江戸時代、大名の権力や地位を測る基準のひとつが「石高(こくだか)」でした。特に「100万石の大名」と聞くと、それだけで莫大な富を持った存在だと想像できます。では、この100万石は現代でいったいいくらに相当するのでしょうか?

歴史学者の磯田道史氏が著書『武士の家計簿』(新潮新書)で提唱している換算によると、江戸時代の一石は現代の価値で約27万円に相当する計算になります。この基準を当てはめると、100万石は2700億円もの収入に匹敵するというのです。

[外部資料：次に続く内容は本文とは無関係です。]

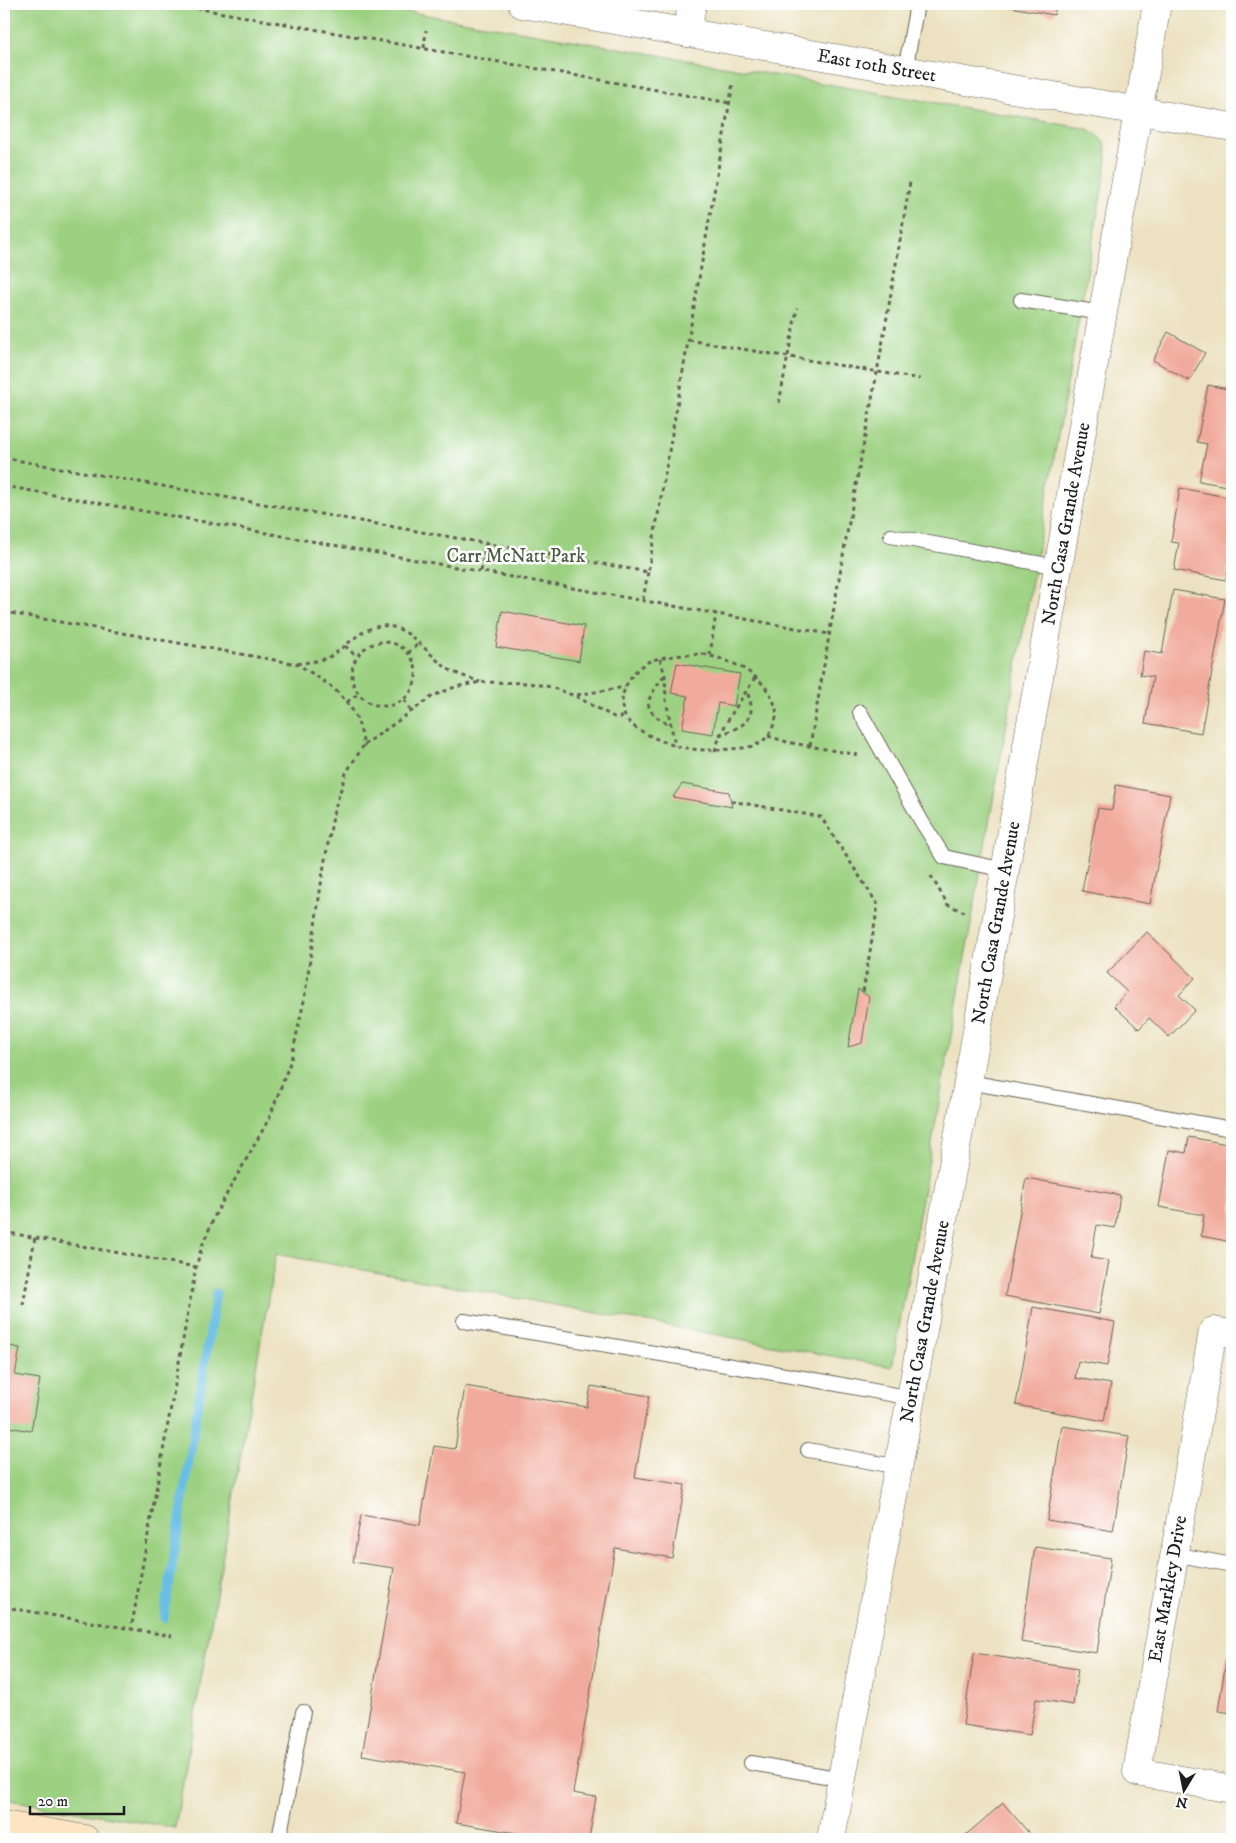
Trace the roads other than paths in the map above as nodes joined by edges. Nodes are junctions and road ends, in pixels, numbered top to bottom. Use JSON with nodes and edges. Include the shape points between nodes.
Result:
{"nodes":[{"id":1,"x":522,"y":4,"type":"edge"},
{"id":2,"x":692,"y":4,"type":"edge"},
{"id":3,"x":917,"y":4,"type":"edge"},
{"id":4,"x":1157,"y":4,"type":"edge"},
{"id":5,"x":687,"y":33,"type":"junction"},
{"id":6,"x":905,"y":70,"type":"junction"},
{"id":7,"x":1137,"y":111,"type":"junction"},
{"id":8,"x":1232,"y":128,"type":"edge"},
{"id":9,"x":1021,"y":300,"type":"dead end"},
{"id":10,"x":1102,"y":313,"type":"junction"},
{"id":11,"x":891,"y":536,"type":"dead end"},
{"id":12,"x":1058,"y":567,"type":"junction"},
{"id":13,"x":860,"y":712,"type":"dead end"},
{"id":14,"x":1005,"y":870,"type":"junction"},
{"id":15,"x":968,"y":1082,"type":"junction"},
{"id":16,"x":1232,"y":1129,"type":"edge"},
{"id":17,"x":464,"y":1321,"type":"dead end"},
{"id":18,"x":1232,"y":1334,"type":"edge"},
{"id":19,"x":911,"y":1398,"type":"junction"},
{"id":20,"x":808,"y":1450,"type":"dead end"},
{"id":21,"x":899,"y":1467,"type":"junction"},
{"id":22,"x":1174,"y":1554,"type":"junction"},
{"id":23,"x":1232,"y":1565,"type":"edge"},
{"id":24,"x":303,"y":1712,"type":"dead end"},
{"id":25,"x":751,"y":1763,"type":"dead end"},
{"id":26,"x":842,"y":1779,"type":"junction"},
{"id":27,"x":1232,"y":1789,"type":"edge"},
{"id":28,"x":4,"y":1826,"type":"edge"},
{"id":29,"x":85,"y":1839,"type":"edge"},
{"id":30,"x":279,"y":1839,"type":"edge"},
{"id":31,"x":831,"y":1839,"type":"edge"}],
"edges":[{"from":1,"to":5,"type":"street","name":"East 10th Street"},
{"from":2,"to":5,"type":"street"},
{"from":3,"to":6,"type":"lane"},
{"from":4,"to":7,"type":"street","name":"North Casa Grande Avenue"},
{"from":5,"to":6,"type":"street","name":"East 10th Street"},
{"from":6,"to":7,"type":"street","name":"East 10th Street"},
{"from":7,"to":8,"type":"street","name":"East 10th Street"},
{"from":7,"to":10,"type":"street","name":"North Casa Grande Avenue"},
{"from":9,"to":10,"type":"lane"},
{"from":10,"to":12,"type":"street","name":"North Casa Grande Avenue"},
{"from":11,"to":12,"type":"lane"},
{"from":12,"to":14,"type":"street","name":"North Casa Grande Avenue"},
{"from":13,"to":14,"type":"lane","via":[[944,857]]},
{"from":14,"to":15,"type":"street","name":"North Casa Grande Avenue"},
{"from":15,"to":16,"type":"lane"},
{"from":15,"to":19,"type":"street","name":"North Casa Grande Avenue"},
{"from":17,"to":19,"type":"lane"},
{"from":18,"to":22,"type":"street","name":"East Markley Drive","via":[[1213,1330]]},
{"from":19,"to":21,"type":"street","name":"North Casa Grande Avenue"},
{"from":20,"to":21,"type":"lane"},
{"from":21,"to":26,"type":"street","name":"North Casa Grande Avenue"},
{"from":22,"to":23,"type":"lane"},
{"from":22,"to":27,"type":"street","name":"East Markley Drive","via":[[1137,1772]]},
{"from":24,"to":30,"type":"lane"},
{"from":25,"to":26,"type":"lane"},
{"from":26,"to":31,"type":"street","name":"North Casa Grande Avenue"},
{"from":28,"to":29,"type":"street"}]}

驚きなのは、100万石の大名だけでなく、一万石の小大名でも年収27億円に相当するということ。当時の農民が年間1石から2石程度しか得られなかったことを考えれば、いかに大名たちが破格の富を有していたかがわかります。

もちろん、これは単純な換算ではなく、当時の物価や経済構造の違いを完全に反映しているわけではありません。しかし、一石=27万円という数字を使うことで、現代の私たちにも江戸時代の経済規模や身分制度の違いが少し身近に感じられるようになります。

2700億円というと、現在の大企業や大資産家に匹敵する額。幕藩体制の下で、どのようにその富が使われ、管理されたのか――歴史を読み解く鍵のひとつです。